You cannot write off the purchase of your car as an expense. However, in some circumstances you CAN write off the depreciation of your car as an expense.

How the IRS lets you write off the depreciation of your car.

Large red Depreciation sign on a grey brick wall.

You can take a depreciation deduction for your car IF you claim the standard mileage deduction. We'll talk more about that in a moment.

To do so, you have to know two things:

  • How much value did your car lose?
  • What percent of your car use was for business.

How much value did your car lose?

It's easy to know how much value you lost if you've sold or traded your car in. In my example, I lost $1400. But what if you haven't sold your car?

Generally, the IRS says the useful life of your car is five years. In other words, you can write off the value of your car over a five year period. There's a straight line method that lets you take 20% off per year.

In the real world, most cars lose more of their value in the first two years and less in the last two years. For that reason, the IRS prefers using something called the Modified Accelerated Cost Recovery System (MACRS) which lets you claim more depreciation in the first years you own the vehicle.

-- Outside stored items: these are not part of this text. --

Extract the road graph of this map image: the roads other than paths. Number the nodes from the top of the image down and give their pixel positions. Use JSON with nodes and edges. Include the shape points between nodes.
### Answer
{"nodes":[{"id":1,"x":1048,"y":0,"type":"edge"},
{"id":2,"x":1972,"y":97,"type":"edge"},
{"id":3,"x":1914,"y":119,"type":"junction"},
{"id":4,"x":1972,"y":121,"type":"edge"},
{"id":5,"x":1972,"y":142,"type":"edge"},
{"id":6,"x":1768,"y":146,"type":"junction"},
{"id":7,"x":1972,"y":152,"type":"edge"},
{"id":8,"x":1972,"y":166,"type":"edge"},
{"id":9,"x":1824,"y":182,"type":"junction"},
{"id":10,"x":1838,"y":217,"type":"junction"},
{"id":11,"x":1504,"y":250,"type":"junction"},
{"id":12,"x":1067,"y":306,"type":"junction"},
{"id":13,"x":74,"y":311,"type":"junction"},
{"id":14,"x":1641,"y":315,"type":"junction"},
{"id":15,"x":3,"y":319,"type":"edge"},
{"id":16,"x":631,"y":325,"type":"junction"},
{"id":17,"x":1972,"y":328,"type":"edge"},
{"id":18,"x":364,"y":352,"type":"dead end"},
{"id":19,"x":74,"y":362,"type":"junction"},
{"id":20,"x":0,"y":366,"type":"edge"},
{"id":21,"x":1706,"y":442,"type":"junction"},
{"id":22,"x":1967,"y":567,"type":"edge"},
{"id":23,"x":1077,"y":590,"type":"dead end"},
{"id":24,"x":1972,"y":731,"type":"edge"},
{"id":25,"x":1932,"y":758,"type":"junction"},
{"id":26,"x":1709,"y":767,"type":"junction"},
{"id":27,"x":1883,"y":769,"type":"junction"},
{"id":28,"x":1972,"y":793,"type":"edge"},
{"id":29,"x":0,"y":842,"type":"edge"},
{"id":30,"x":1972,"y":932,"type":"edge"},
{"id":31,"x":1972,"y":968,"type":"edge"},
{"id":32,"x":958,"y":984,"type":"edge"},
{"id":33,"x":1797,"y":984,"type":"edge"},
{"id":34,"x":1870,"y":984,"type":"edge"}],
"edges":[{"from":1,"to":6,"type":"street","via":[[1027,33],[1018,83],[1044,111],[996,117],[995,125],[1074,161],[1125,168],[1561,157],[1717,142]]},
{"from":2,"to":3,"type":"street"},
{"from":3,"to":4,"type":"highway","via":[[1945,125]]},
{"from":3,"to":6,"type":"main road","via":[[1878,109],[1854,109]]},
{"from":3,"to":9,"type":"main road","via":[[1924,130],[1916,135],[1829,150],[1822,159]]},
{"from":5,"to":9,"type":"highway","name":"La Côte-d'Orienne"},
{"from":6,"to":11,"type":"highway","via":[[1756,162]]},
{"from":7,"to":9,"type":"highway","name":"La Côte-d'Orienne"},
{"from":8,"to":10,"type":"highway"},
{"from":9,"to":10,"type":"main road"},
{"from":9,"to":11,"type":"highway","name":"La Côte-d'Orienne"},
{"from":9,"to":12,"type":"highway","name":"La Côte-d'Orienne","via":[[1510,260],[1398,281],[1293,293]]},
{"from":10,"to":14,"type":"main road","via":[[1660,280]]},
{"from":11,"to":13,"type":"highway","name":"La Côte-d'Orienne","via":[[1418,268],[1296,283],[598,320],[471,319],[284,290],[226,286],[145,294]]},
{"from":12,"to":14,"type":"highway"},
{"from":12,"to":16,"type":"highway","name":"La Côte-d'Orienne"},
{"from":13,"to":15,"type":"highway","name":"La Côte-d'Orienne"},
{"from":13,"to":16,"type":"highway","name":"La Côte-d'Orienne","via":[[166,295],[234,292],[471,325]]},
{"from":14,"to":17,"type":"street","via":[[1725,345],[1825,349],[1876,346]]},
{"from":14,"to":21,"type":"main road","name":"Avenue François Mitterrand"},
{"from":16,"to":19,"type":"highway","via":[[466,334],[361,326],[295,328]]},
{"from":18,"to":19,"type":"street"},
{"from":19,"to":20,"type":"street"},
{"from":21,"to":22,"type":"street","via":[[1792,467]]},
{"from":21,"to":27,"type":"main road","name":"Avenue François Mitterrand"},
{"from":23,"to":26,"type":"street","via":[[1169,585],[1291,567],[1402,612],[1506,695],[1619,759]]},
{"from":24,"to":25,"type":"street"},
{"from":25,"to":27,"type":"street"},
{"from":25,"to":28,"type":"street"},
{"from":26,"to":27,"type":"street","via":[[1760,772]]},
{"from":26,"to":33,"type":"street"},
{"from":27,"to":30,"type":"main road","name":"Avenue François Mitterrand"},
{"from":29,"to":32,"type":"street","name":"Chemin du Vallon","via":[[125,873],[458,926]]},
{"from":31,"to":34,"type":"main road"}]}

Publication 463 ont he IRS website goes into a lot more detail about how depreciation works with your car. The calculations can be a little more complicated than I can do justice to here. However, most tax prep software programs will help you with it. Of course, the best source for figuring out how to depreciate your car is your tax professional.

What percent of your car use was for business?

Once you've figured out how much your car depreciated, you have to figure out how much of that you can claim. Most of us use a personal vehicle for our businesses. You can only claim the amount of depreciation that relates to the business use of your car.

You can claim the business percentage of your car use. Here's how you figure it out:

  1. How many miles did you drive your car for the year? At the start of the year (or when you buy your car) you should write down the odometer reading. Then do it again at the end of the year (or when you sell your car). The difference between the two is your total.
  2. How many miles were for business? The IRS requires a written log if you want to claim car expenses, whether taking the standard mileage deduction or the actual value method. Track every mile that you drive for delivery or rideshare. If you forgot to track miles, there may be alternatives to help you know how many miles were for business.
  3. Divide your business miles by total miles to get your business percentage. Say you drove 25,000 miles total and 20,000 miles were for business. 20,000 divided by 25,000 = 0.8, or 80%
  4. Multipliy your business percentage times the depreciation of your car. Say you figured out that your depreciation was $5,000 and had 80% of your miles for business. You can claim 80% of that $5,000, or $4,000.

The IRS has special circumstances that allow you to write off much (if not all) of the purchase price of your car.

To encourage businesses to invest in assets, the United States Government created special rules that let you write off a significant portion of the purchase price in the first year, instead of doing it over five or more years.

You can use a special rule called Section 179 that lets you write off the purchase price, up to a limit. There's also a bonus or special depreciation allowance that expands what you can claim in the first year.

With the special depreciation and Section 179 you could write off up to $18,200 of the purchase price of your car in the first year (2021 tax year).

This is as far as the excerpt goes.